Give the number of lines in the data below containing the word "ends", with no other text.

#### Exercise data:
━━━━━━━━━━━━━━━━
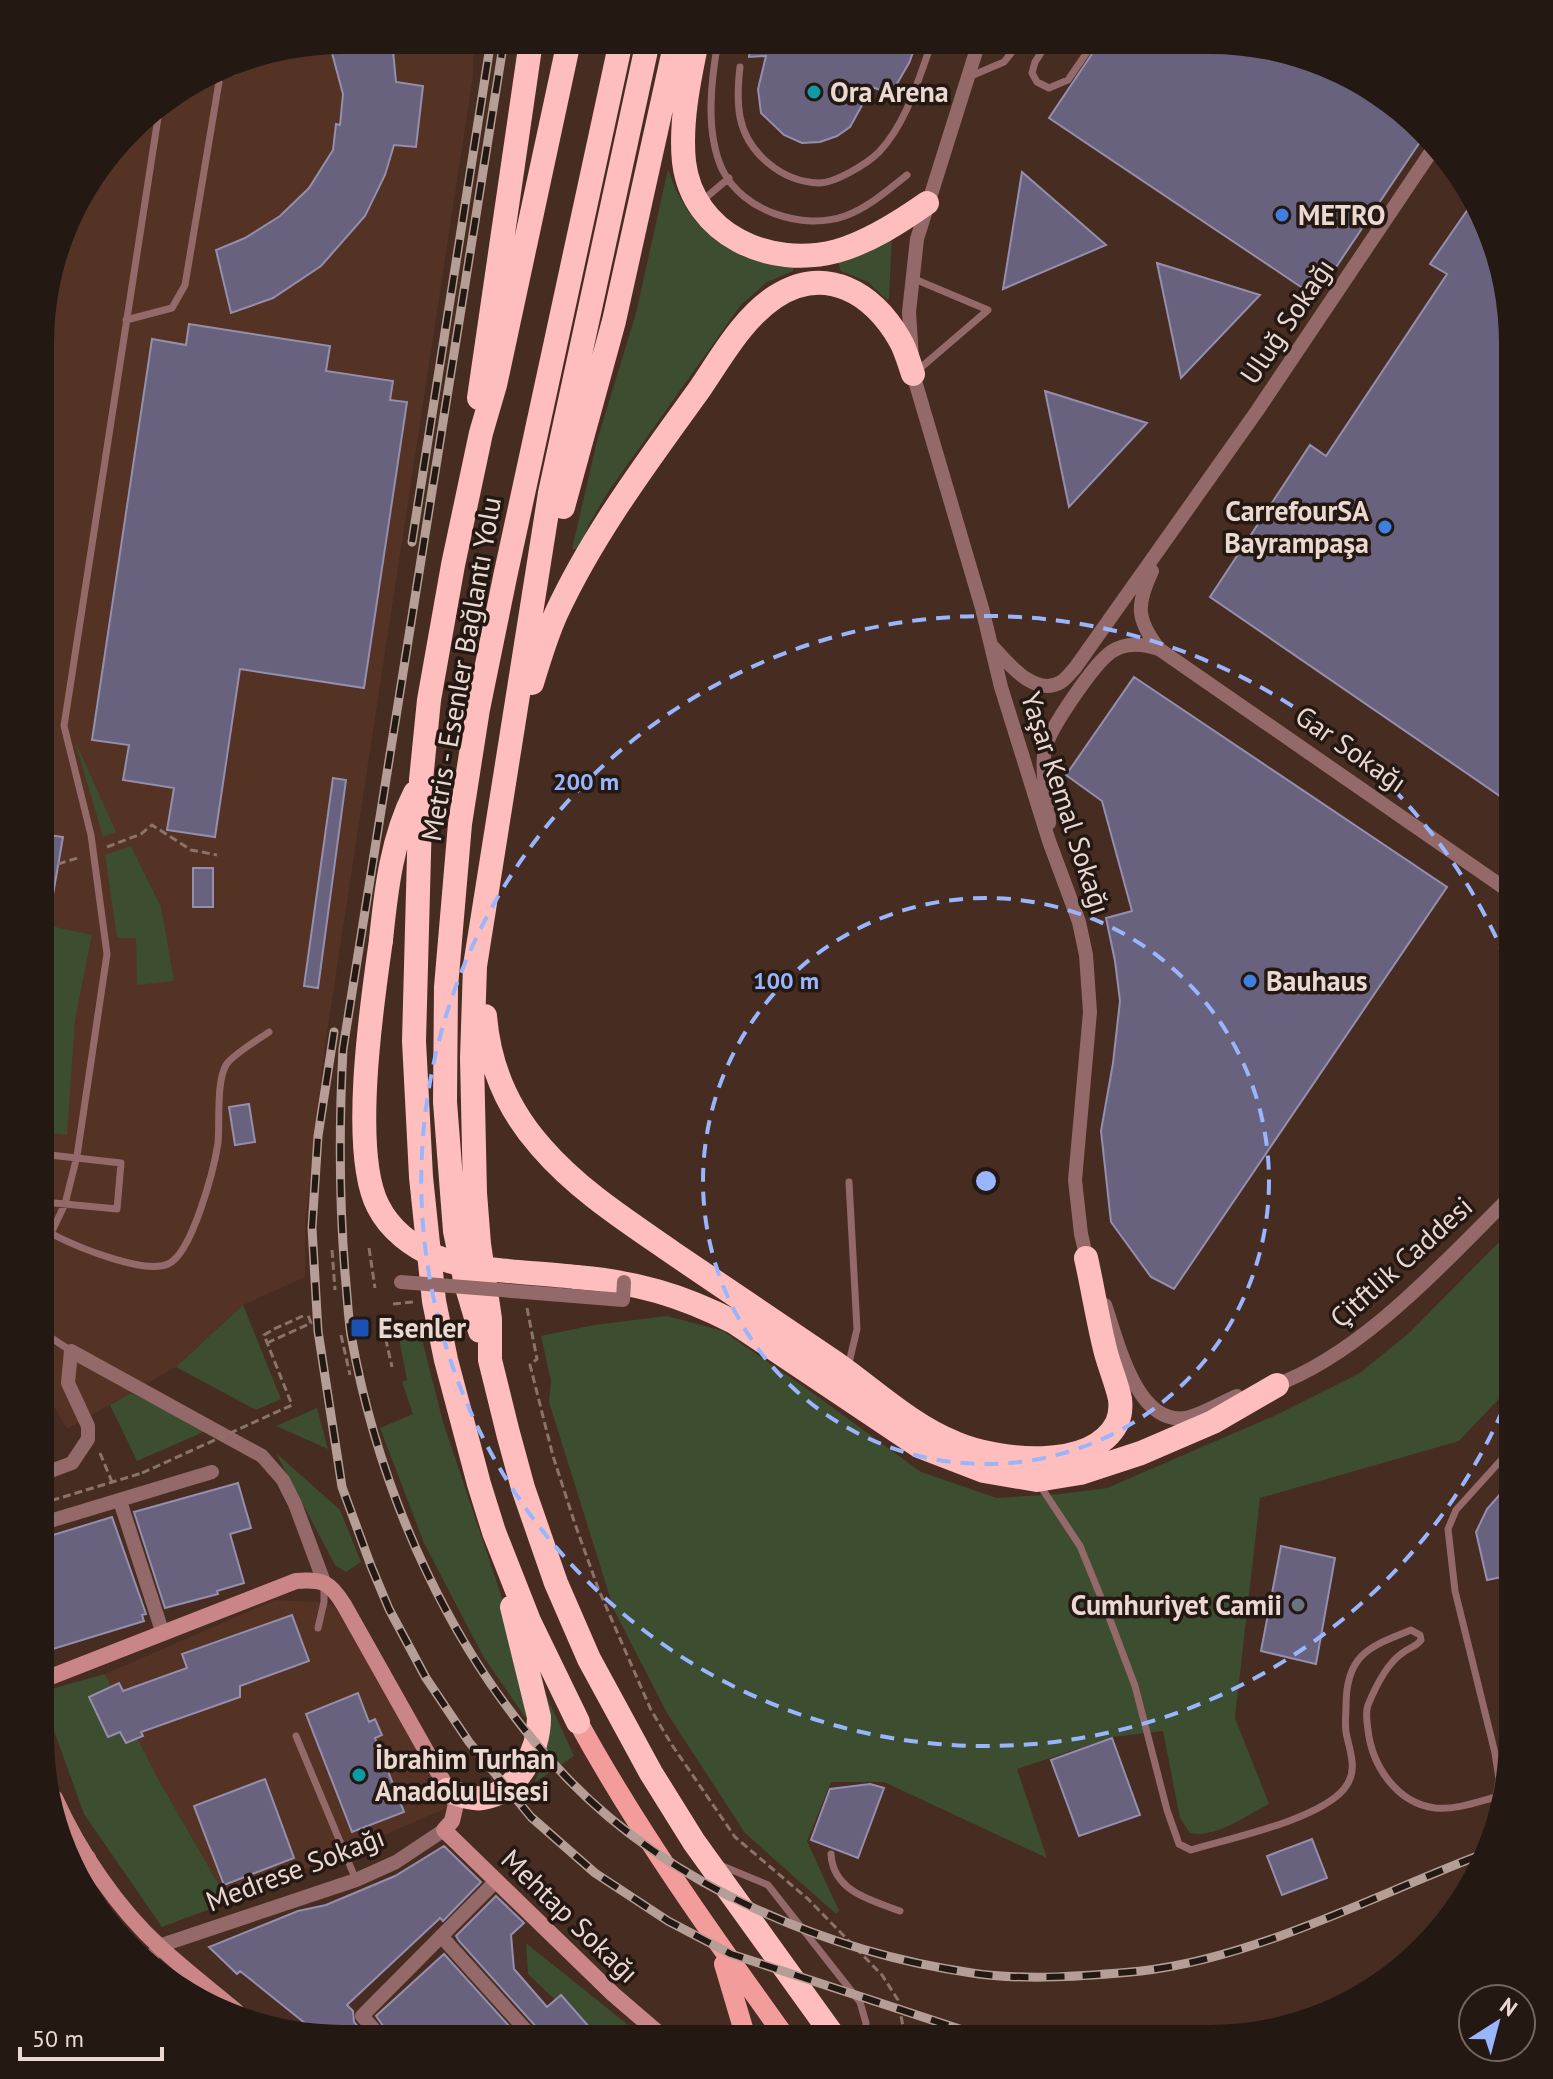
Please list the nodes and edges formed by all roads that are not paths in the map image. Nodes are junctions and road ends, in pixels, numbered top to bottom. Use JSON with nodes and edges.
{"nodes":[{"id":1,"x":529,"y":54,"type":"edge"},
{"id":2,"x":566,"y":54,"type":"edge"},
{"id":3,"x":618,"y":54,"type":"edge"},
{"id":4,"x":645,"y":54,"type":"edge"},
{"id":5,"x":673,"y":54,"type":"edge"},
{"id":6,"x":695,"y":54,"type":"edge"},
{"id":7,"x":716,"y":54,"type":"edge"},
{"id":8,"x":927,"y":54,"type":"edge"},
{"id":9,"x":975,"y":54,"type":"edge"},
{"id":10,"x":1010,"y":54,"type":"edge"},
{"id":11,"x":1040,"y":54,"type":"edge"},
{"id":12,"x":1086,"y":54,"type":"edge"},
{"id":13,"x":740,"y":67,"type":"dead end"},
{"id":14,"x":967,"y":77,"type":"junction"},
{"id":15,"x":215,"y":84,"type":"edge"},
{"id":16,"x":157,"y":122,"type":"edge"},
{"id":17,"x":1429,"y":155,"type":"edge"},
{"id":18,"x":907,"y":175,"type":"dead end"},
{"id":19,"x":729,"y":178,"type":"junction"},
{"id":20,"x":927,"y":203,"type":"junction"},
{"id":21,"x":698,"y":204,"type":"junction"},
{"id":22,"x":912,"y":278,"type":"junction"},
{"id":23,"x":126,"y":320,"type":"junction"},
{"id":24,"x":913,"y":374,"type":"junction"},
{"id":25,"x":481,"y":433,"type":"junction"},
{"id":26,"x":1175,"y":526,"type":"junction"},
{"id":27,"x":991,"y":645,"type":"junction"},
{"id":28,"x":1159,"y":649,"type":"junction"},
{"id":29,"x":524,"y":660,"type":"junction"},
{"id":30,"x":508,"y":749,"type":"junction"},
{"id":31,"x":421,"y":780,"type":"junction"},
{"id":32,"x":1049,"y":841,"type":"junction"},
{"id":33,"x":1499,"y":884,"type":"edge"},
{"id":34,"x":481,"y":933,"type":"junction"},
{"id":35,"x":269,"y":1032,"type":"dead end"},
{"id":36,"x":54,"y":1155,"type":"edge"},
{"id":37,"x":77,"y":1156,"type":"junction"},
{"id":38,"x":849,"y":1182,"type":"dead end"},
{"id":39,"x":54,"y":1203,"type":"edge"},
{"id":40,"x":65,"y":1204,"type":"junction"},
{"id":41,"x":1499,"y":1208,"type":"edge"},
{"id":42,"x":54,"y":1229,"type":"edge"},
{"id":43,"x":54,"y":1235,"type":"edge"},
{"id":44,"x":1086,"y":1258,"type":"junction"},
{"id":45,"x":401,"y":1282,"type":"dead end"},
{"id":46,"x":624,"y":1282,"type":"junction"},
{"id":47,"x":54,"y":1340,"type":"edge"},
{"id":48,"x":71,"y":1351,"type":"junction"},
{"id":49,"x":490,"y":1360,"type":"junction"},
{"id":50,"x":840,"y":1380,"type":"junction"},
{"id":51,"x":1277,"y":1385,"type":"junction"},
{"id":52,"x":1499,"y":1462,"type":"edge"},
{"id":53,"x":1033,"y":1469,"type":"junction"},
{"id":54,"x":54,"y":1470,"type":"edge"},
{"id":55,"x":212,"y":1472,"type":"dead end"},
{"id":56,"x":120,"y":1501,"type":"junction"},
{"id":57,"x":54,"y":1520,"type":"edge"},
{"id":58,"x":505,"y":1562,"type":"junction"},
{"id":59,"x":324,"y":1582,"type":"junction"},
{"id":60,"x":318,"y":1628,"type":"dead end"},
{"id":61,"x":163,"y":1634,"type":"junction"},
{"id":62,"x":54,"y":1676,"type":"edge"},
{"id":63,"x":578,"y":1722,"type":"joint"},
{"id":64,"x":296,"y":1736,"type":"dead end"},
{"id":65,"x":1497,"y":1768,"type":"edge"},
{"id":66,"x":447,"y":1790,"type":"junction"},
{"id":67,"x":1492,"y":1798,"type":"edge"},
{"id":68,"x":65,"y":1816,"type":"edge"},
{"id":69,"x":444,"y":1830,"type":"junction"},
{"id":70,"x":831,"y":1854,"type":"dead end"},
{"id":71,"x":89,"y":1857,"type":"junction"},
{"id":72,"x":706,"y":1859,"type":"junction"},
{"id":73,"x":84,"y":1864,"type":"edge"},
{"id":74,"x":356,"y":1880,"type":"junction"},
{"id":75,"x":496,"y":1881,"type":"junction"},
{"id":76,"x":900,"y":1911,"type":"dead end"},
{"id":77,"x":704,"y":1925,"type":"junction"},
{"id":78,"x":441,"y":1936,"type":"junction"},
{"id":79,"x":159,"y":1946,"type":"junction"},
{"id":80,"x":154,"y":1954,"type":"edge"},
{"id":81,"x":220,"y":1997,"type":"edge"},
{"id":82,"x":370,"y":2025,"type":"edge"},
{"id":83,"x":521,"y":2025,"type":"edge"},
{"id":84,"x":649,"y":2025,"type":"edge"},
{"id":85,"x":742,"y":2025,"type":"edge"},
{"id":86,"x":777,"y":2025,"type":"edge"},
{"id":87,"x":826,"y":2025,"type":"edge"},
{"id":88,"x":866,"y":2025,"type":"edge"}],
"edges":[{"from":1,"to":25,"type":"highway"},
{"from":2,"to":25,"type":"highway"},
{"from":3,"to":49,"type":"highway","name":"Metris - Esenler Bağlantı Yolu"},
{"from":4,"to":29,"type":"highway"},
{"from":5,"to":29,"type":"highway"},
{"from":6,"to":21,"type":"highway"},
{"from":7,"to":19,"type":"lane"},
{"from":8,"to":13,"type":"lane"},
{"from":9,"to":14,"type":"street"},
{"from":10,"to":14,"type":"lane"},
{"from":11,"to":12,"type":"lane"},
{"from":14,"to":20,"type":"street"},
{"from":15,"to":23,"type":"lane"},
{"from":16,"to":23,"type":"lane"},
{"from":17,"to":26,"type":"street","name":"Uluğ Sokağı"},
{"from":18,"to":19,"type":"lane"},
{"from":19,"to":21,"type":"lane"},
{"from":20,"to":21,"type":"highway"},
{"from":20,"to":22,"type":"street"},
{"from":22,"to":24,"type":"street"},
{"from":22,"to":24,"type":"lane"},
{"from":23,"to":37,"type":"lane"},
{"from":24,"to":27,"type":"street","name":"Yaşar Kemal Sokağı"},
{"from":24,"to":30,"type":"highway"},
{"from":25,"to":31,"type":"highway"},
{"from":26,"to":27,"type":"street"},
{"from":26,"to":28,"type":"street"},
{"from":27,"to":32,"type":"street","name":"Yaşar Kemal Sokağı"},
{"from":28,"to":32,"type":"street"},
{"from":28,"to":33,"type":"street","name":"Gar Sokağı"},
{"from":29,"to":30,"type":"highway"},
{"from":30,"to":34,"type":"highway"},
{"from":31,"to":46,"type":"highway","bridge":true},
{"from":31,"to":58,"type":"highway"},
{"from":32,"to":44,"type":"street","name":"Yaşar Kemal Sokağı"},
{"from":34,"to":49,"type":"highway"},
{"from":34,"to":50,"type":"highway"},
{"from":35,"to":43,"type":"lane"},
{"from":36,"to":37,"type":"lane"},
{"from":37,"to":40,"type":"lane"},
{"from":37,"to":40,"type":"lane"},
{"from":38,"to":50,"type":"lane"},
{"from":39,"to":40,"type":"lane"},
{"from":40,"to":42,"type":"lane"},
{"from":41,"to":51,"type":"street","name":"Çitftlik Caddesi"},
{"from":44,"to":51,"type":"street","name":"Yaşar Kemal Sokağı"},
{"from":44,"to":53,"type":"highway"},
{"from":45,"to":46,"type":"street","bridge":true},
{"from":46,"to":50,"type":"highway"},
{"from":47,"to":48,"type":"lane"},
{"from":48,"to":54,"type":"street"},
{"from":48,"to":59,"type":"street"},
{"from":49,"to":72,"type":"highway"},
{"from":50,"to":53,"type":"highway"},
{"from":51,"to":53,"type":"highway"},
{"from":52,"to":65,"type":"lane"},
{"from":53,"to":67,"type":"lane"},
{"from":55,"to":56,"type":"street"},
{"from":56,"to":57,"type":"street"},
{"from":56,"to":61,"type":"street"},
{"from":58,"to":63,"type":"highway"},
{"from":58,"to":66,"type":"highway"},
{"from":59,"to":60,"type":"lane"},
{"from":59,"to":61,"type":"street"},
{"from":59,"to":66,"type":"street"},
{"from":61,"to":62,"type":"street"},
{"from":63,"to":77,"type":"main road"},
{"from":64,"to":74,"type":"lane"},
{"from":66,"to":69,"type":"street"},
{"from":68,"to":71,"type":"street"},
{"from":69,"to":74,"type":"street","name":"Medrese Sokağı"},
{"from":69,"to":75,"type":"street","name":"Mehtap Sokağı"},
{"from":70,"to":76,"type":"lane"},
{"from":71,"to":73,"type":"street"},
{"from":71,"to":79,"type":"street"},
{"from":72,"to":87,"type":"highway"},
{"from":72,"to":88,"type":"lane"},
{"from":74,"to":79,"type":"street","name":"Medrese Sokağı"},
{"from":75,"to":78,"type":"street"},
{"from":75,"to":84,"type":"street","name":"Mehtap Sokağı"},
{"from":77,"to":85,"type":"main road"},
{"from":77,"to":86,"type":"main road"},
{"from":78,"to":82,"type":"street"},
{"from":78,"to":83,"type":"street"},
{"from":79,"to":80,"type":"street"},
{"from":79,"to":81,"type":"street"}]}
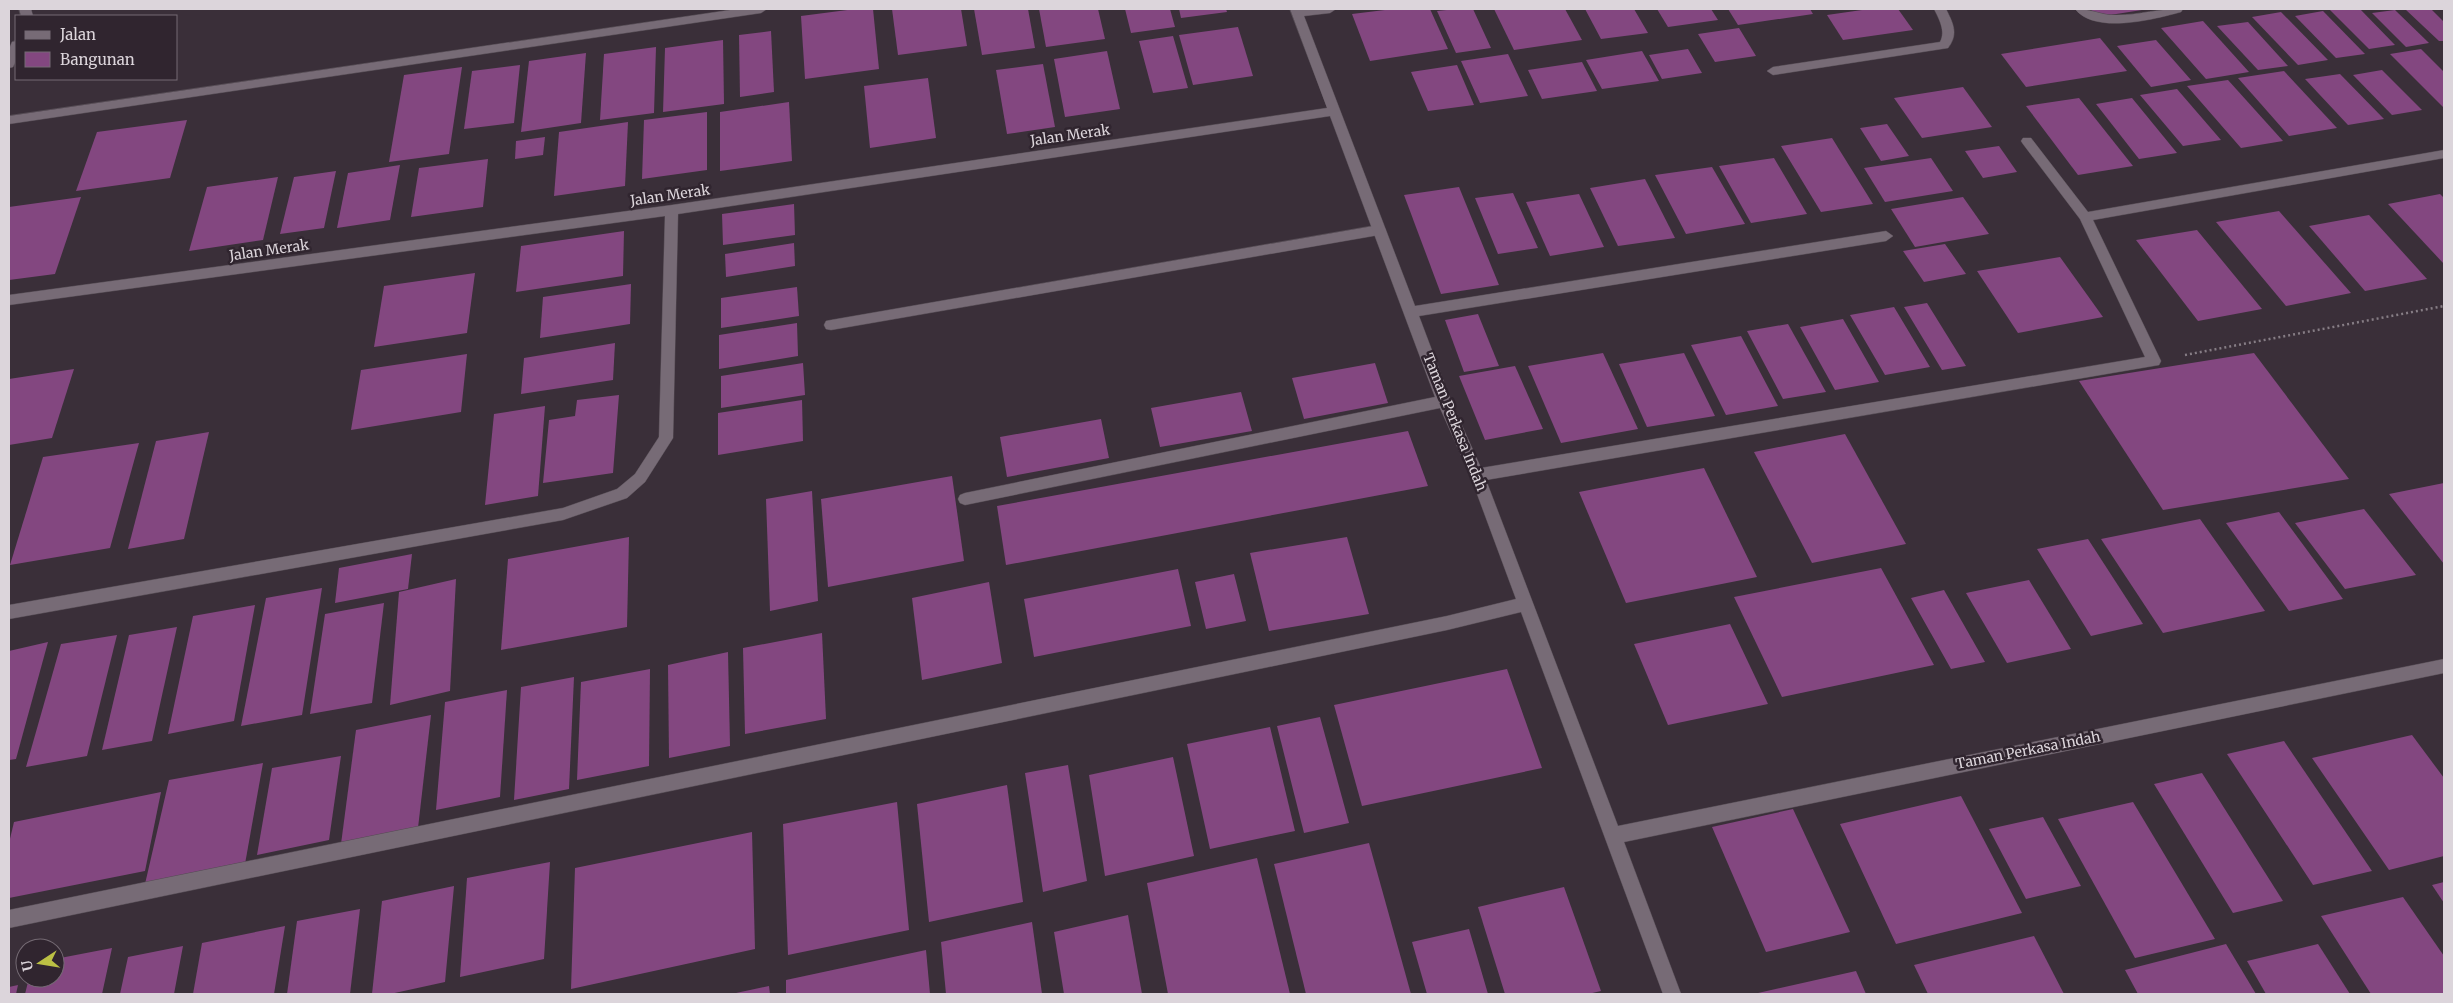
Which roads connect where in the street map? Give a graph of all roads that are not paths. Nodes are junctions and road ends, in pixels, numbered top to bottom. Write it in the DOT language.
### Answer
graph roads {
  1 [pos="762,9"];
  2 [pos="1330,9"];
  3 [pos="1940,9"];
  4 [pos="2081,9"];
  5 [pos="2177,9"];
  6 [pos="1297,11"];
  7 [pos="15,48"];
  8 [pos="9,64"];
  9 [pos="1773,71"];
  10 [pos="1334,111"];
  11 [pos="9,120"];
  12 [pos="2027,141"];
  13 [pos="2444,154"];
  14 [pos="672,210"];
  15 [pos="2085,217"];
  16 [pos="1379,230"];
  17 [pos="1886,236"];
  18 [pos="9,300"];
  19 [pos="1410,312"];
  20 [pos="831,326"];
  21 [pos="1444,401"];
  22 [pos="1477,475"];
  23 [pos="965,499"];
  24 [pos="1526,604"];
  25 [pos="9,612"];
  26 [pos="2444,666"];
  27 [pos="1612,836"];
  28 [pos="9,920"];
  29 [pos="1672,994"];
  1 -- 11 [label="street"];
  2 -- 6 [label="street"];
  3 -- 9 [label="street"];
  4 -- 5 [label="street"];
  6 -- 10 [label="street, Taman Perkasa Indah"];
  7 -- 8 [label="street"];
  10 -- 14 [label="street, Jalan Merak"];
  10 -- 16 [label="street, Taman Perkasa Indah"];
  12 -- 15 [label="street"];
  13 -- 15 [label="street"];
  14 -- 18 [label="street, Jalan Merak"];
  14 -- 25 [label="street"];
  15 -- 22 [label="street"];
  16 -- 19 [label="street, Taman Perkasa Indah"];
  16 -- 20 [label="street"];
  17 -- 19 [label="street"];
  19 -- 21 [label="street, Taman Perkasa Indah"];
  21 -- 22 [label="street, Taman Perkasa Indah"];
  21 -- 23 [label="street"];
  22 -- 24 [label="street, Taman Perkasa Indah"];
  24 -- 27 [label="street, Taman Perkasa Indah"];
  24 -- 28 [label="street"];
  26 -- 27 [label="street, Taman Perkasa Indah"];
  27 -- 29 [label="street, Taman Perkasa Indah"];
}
━━━━━━━━━━━━━━━━
#### Result of this exercise:
2